Афоню Женечка увидела сразу. На полупустой платформе та сидела на низком складном стульчике и каждый новый вагон встречала и провожала поворотом головы, выискивая в мелькающих окнах лицо племянницы. Седьмой вагон остановился метрах в ста от нее. Женечка открыла дверь, выпустила на перрон пассажиров и быстрым шагом направилась к тетке, крича ей и приветственно помахивая рукой издалека: «Афоня, я здесь!» Высокая, сухая, как кузнечик, Афоня услышала, увидела, радостно вскочила, подхватила стульчик в одну руку, тележку в другую и, проворно семеня, заспешила навстречу.
- Привет! – Женечка приобняла тётку, похлопала ее по спине, похвалила: - Бодро бегаешь, молодец!

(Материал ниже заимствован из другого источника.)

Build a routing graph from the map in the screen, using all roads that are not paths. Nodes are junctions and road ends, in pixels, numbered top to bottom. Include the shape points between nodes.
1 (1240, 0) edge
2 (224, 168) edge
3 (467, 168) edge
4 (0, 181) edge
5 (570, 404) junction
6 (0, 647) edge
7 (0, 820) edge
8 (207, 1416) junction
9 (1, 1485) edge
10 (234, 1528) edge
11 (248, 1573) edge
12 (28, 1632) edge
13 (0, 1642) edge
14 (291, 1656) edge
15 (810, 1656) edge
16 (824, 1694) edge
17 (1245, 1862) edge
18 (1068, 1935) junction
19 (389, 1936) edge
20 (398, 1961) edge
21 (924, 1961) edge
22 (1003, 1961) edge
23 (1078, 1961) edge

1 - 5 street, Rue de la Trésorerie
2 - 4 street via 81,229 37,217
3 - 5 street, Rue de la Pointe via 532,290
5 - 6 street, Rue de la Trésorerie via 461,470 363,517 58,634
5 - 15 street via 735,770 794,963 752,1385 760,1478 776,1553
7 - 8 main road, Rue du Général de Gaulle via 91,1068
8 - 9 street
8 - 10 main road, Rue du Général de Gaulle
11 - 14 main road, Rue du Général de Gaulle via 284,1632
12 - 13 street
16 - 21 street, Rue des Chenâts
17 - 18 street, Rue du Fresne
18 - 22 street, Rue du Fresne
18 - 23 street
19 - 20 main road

- Ну здравствуй, здравствуй, племяша!
Афоня клюнула ее жесткими губами в щеку, и Женечка, отвернувшись, брезгливо вытерла слюнявый поцелуй.
- Пойдем к моему вагону!
Она взяла у тетки тележку и покатила ее за собой. Тетка, поправляя на ходу ситцевую косынку в линялый голубенький цветочек, повязанную концами назад на крестьянский манер, стрекотала ей в спину:
- Все собрала тебе, как просила. Все по списочку: и помидорки, и лепешки алычевые, и варенье.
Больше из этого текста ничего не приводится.